The Internet-of-Things (IoT) has the potential to revolutionize our understanding and real-time awareness about the world around us, to make our lives simpler, safer, and healthier. However, the growth of the IoT depends greatly on how efficient and cost effective the technology is. Many battery-based systems suffer from their restricted power supply lifetime, which cause regular maintenance, replacement, and downtime costs. Energy-harvesting systems can suffer from poor dependability when environmental sources supply insufficient power for their operation, which leads to poor application quality. In general, when the system’s power consumption is lowered, both the lifetime and the dependability are increased. Therefore, to support the ever growing scale of IoT device deployment, dominating factors of system power consumption must be addressed.
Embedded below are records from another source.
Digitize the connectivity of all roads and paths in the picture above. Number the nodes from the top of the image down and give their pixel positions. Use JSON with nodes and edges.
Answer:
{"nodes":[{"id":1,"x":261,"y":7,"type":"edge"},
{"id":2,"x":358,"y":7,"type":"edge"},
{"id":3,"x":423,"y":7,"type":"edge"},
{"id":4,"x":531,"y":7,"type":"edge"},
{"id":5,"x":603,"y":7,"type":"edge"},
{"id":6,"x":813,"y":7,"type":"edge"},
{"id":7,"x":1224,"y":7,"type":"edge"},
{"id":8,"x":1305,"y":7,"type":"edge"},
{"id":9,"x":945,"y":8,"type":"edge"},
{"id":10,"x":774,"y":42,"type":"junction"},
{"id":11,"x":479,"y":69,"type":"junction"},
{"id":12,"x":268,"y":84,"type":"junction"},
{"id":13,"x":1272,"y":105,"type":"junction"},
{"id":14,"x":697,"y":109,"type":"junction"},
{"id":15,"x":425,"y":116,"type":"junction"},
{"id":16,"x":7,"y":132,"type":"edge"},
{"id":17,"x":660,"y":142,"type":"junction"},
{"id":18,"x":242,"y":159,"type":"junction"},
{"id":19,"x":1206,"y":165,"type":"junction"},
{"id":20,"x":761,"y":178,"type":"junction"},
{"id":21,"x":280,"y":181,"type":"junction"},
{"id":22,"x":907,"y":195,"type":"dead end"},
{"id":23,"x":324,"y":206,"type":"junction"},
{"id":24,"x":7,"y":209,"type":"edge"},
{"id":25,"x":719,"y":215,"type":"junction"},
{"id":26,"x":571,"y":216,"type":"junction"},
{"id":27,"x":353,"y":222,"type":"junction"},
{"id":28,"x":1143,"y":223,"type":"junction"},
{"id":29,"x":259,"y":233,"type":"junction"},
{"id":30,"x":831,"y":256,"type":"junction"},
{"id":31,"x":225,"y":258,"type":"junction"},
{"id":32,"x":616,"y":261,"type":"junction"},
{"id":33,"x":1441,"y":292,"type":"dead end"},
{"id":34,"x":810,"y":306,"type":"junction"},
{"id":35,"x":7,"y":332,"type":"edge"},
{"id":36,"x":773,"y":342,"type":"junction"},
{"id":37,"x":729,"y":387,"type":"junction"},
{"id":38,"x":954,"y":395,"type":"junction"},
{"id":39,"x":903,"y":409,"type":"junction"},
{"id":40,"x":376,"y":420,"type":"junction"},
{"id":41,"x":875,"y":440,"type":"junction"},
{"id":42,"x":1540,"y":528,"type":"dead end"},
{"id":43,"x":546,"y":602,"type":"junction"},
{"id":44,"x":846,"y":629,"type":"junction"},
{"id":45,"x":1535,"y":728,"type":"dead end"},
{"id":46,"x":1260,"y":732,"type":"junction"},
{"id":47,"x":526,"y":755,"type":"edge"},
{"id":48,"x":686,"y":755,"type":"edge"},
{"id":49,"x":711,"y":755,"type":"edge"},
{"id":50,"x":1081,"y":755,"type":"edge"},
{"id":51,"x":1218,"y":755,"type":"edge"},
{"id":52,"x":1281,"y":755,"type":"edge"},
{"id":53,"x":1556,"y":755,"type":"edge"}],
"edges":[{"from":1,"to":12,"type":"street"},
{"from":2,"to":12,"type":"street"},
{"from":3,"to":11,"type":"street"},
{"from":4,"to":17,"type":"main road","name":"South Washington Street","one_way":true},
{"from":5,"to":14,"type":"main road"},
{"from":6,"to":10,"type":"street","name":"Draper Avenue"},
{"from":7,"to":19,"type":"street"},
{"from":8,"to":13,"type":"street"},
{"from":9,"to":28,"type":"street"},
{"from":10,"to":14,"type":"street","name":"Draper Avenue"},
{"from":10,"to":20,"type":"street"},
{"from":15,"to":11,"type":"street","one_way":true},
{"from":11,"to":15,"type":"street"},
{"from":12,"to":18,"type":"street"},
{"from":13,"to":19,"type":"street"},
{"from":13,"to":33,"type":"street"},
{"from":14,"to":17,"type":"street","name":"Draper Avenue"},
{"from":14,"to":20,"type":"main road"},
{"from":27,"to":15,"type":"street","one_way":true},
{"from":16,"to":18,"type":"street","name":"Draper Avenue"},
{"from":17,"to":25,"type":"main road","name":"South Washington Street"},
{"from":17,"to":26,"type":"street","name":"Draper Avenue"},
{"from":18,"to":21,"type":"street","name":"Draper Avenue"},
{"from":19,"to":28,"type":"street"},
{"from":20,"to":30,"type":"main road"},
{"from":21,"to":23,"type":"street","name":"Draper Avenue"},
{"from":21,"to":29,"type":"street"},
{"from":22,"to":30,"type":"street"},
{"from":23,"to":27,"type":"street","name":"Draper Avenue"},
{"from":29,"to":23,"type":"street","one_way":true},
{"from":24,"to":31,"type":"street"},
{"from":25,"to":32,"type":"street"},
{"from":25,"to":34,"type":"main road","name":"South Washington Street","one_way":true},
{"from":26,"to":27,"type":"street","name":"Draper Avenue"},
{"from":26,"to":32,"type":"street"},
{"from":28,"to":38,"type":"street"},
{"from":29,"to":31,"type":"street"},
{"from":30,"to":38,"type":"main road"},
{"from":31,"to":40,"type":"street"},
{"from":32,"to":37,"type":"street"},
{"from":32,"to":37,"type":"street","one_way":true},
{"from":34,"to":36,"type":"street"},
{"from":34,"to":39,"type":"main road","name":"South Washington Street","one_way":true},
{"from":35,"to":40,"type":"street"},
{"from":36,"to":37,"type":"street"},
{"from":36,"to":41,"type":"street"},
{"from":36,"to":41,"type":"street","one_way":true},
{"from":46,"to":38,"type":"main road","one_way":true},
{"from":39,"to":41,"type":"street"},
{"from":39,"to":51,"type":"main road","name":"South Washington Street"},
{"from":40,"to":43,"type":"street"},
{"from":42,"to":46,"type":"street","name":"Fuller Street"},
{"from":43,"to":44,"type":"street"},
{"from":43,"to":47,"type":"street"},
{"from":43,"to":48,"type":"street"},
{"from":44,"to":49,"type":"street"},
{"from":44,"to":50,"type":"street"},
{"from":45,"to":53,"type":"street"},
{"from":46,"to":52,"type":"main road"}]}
The goal of this work is to highlight some capabilities of modeling with respect to self-powered systems, and to illustrate the need for modeling to be further developed to aid in system design. The scale and impact of IoT devices are largely limited by the lifetime or longevity of the systems in their respective environments. From a systems perspective, modeling can aid in the realization of the design space that restricts a designer's boundaries by addressing individual components' contributions to overall system power. Further, test modes and models can be paired with statistical representations of environments to determine the functionality of a system when it is being supported solely by the environment. This is useful to help maximize the reliability and availability of deployed sensor nodes. From a sensing perspective, this work calls attention to the impact of physiology in on-body sensing. A three-part model is presented to encapsulate the impact of human-electronic interaction on ULP sensing and its accuracy. Modeling is an extremely powerful tool to aid designers in the exploration of the boundaries of current technology. When customized to specific applications, models can lend powerful insight to the design knobs that can and need to be explored for optimal solutions.